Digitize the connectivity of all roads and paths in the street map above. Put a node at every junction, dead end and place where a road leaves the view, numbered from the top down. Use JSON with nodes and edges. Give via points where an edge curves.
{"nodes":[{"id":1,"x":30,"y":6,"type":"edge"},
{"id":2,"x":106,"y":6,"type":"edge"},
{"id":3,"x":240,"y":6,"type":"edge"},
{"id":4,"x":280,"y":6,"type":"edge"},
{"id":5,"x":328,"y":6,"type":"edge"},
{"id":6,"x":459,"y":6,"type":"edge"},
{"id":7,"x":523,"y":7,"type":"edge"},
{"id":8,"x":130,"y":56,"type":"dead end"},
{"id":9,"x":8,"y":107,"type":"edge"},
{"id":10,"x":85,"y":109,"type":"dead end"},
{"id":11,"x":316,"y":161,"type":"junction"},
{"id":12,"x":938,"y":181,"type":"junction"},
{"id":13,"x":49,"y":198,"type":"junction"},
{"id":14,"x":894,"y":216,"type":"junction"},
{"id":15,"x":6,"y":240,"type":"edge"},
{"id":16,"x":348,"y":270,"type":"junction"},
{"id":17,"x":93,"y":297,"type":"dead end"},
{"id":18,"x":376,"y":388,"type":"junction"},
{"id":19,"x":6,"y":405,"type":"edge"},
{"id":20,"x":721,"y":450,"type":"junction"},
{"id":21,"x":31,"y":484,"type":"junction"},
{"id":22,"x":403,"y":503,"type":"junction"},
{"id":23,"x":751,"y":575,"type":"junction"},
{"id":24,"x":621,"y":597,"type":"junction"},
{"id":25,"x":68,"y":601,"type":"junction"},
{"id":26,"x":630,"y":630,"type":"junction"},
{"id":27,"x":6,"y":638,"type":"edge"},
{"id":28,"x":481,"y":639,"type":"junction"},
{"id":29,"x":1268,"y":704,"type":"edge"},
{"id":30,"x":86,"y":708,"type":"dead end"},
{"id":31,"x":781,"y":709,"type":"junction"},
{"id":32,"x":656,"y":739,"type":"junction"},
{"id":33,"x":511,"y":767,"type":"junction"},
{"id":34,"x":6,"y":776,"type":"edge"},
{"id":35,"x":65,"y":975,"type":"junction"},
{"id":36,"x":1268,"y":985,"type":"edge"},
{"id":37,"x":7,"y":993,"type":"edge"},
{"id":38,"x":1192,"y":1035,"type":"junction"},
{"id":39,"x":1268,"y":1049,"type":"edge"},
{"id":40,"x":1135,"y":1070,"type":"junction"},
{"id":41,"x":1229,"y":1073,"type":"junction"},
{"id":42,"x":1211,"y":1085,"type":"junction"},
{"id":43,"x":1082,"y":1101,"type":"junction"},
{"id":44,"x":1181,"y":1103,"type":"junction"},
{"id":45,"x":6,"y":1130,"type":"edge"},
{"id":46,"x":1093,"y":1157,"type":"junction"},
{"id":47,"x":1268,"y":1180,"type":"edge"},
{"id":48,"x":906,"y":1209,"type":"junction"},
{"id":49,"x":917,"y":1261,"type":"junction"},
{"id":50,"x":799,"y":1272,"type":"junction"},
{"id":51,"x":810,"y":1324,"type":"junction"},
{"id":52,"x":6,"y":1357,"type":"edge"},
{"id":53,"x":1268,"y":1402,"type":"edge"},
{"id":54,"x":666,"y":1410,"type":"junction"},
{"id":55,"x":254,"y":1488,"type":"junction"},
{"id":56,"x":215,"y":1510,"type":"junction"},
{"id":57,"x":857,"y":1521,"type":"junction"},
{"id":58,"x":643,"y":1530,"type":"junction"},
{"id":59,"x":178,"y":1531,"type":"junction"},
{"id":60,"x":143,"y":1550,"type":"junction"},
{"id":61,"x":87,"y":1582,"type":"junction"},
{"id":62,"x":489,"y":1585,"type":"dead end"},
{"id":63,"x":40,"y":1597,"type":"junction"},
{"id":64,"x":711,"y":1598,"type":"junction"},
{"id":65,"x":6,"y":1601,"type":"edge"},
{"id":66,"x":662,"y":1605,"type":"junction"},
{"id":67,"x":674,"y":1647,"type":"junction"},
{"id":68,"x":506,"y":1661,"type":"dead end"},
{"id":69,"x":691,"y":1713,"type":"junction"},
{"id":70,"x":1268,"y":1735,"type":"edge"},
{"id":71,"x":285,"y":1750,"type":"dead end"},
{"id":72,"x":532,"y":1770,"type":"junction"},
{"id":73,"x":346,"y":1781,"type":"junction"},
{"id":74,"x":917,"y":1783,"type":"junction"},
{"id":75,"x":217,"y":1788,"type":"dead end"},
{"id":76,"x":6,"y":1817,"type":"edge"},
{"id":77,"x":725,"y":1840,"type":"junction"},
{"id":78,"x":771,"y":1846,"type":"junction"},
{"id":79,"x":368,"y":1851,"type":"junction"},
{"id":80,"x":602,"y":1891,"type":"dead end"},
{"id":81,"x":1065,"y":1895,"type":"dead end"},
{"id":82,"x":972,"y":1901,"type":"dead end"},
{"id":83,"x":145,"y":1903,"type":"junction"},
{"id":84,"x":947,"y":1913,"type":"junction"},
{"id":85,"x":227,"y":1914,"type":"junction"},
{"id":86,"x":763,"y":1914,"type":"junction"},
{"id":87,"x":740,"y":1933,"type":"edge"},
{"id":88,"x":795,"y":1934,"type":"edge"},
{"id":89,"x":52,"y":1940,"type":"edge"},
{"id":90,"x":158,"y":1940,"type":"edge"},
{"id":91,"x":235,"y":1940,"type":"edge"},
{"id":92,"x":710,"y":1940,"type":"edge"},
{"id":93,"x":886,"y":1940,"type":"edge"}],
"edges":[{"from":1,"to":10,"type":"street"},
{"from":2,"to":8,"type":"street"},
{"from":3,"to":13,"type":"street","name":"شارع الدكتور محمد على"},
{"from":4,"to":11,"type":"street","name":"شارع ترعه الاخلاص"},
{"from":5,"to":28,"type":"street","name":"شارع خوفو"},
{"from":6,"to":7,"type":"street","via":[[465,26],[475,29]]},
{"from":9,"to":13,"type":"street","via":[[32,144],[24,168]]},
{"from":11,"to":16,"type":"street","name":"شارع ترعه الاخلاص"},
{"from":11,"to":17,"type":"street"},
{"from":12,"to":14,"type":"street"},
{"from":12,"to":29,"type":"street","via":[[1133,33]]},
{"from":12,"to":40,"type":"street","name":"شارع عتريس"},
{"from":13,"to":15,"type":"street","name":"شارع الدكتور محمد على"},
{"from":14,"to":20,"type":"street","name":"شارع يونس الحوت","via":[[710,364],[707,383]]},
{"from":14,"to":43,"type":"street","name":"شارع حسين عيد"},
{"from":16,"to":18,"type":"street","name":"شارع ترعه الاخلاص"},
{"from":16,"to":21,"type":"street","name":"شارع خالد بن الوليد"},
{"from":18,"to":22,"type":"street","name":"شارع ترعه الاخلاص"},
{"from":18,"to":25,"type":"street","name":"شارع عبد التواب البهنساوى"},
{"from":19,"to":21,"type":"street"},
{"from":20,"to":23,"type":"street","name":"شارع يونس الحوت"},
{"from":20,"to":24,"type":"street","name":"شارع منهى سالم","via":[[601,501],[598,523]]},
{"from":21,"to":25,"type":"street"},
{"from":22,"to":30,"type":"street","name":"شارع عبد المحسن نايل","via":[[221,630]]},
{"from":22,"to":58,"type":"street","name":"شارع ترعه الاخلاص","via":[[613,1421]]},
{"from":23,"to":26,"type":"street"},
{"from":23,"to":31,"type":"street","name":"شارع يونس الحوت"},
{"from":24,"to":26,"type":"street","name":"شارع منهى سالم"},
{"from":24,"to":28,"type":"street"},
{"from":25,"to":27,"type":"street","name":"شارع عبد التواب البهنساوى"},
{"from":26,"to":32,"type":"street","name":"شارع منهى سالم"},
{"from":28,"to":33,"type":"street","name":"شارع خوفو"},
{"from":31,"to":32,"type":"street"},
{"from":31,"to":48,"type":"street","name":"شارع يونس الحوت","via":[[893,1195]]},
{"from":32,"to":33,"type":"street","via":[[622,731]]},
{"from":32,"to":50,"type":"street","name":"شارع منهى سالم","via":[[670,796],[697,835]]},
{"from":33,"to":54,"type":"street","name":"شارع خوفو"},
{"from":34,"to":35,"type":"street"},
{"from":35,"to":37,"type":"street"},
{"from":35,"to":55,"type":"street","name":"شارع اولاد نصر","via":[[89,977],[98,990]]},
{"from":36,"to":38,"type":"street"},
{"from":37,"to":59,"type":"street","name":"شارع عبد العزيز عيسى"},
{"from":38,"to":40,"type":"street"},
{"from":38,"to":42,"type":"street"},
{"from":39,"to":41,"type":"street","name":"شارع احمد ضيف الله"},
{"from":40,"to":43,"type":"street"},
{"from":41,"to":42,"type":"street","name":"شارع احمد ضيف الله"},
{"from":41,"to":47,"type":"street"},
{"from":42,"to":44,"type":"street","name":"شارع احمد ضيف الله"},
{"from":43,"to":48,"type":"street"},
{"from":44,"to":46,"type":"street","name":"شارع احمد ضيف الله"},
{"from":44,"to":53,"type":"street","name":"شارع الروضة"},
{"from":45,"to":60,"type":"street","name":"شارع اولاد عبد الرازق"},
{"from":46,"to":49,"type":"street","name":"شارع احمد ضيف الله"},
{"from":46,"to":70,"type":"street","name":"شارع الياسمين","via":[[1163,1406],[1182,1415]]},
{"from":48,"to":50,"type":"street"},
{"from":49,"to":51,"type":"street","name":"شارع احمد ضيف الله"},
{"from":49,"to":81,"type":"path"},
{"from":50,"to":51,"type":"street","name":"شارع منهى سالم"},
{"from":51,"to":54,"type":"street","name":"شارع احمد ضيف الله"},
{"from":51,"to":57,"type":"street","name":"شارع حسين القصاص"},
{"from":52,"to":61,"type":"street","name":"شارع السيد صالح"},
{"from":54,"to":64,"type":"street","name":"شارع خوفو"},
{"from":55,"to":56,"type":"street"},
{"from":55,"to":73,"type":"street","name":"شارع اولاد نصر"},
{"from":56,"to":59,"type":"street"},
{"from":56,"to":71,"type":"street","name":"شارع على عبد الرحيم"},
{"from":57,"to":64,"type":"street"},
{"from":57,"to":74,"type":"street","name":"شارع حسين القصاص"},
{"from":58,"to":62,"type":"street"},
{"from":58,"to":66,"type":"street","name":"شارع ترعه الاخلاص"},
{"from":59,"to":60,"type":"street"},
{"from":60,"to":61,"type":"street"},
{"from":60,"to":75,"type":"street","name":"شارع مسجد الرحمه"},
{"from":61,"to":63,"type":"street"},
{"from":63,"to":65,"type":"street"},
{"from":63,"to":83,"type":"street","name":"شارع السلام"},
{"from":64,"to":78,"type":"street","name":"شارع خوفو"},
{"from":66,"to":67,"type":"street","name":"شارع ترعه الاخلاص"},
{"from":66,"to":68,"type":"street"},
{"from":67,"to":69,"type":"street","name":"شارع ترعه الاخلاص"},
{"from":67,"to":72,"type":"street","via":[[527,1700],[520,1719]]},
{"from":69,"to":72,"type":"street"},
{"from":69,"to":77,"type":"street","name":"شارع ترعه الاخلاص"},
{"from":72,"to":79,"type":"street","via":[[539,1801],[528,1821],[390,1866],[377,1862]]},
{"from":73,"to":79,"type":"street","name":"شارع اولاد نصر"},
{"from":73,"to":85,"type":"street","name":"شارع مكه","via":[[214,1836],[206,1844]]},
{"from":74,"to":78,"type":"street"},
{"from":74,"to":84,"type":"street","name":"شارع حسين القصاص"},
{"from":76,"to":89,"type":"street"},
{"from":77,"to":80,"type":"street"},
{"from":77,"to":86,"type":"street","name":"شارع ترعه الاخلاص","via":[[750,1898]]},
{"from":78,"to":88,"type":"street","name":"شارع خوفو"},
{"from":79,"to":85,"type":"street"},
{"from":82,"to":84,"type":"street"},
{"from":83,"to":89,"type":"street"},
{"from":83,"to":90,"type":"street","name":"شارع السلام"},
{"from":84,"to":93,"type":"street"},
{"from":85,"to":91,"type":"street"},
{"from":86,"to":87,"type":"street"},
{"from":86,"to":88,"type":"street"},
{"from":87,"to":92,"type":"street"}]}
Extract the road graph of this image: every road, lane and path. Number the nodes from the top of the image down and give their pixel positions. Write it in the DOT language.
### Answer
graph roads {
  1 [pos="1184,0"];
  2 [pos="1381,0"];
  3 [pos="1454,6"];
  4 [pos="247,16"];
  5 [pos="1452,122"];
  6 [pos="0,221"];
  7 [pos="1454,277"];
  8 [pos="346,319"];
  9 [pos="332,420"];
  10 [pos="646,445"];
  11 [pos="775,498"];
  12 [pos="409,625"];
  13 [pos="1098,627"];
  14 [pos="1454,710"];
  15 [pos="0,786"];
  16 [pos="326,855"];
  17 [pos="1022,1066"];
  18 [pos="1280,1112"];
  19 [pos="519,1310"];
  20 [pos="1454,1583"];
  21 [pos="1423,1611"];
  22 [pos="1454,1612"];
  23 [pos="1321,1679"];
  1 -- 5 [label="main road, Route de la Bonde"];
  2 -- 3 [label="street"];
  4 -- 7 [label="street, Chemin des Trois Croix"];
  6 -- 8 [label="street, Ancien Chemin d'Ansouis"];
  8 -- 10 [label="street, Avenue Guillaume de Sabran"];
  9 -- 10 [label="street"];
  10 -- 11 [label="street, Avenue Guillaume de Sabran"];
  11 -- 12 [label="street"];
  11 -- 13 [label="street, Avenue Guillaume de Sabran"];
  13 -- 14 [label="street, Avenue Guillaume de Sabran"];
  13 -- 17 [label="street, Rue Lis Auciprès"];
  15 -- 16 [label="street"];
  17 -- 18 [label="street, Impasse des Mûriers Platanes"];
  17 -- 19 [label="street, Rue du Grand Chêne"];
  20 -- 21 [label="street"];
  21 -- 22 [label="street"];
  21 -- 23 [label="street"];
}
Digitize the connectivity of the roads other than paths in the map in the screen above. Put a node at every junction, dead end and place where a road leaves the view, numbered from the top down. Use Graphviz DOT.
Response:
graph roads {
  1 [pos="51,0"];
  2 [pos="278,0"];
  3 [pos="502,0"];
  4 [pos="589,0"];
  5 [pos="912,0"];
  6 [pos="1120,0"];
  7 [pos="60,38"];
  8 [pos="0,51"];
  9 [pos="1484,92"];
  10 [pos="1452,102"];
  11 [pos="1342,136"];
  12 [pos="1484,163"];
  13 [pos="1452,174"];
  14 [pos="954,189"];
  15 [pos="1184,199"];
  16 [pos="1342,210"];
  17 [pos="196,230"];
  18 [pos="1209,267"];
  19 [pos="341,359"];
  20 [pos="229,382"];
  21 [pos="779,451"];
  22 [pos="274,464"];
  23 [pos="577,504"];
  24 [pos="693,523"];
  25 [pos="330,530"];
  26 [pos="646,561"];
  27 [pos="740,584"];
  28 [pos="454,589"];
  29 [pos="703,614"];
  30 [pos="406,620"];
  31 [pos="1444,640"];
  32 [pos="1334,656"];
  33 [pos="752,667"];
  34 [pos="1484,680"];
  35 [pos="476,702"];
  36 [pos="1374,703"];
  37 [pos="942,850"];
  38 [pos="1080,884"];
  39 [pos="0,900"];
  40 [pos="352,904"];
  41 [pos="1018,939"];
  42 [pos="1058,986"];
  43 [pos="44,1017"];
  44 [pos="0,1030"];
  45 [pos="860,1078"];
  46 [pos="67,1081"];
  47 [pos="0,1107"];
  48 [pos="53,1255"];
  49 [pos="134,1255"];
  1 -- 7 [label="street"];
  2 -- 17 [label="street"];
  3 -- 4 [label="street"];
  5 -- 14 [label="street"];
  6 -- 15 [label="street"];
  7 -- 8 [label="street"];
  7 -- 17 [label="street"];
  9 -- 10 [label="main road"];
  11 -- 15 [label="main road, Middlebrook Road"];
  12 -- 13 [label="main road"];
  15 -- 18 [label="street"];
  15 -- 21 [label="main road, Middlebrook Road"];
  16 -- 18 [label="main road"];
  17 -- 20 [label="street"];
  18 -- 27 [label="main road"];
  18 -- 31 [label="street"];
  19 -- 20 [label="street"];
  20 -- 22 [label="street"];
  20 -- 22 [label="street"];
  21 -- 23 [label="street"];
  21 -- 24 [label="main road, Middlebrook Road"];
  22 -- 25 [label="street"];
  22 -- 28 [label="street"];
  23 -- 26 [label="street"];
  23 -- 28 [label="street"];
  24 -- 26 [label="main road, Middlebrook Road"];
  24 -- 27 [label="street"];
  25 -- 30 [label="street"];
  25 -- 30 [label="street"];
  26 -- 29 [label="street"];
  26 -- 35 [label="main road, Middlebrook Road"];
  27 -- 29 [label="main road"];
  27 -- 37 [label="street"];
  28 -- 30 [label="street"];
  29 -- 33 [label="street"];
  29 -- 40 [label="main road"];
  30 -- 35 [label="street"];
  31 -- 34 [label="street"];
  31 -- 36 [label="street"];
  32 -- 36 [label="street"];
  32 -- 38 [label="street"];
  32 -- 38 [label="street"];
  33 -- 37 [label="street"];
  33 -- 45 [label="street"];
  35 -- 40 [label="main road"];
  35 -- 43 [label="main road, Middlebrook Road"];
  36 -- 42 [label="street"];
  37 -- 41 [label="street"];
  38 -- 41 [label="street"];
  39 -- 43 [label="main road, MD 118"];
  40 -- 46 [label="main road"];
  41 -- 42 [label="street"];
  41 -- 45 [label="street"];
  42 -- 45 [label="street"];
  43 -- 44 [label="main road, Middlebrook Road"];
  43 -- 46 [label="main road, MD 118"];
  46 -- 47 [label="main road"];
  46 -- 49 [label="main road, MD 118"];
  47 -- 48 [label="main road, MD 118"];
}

#### Assigned task
Your task is to copy every line in the entries that holds the string "Middlebrook".

#### Exercise output
  11 -- 15 [label="main road, Middlebrook Road"];
  15 -- 21 [label="main road, Middlebrook Road"];
  21 -- 24 [label="main road, Middlebrook Road"];
  24 -- 26 [label="main road, Middlebrook Road"];
  26 -- 35 [label="main road, Middlebrook Road"];
  35 -- 43 [label="main road, Middlebrook Road"];
  43 -- 44 [label="main road, Middlebrook Road"];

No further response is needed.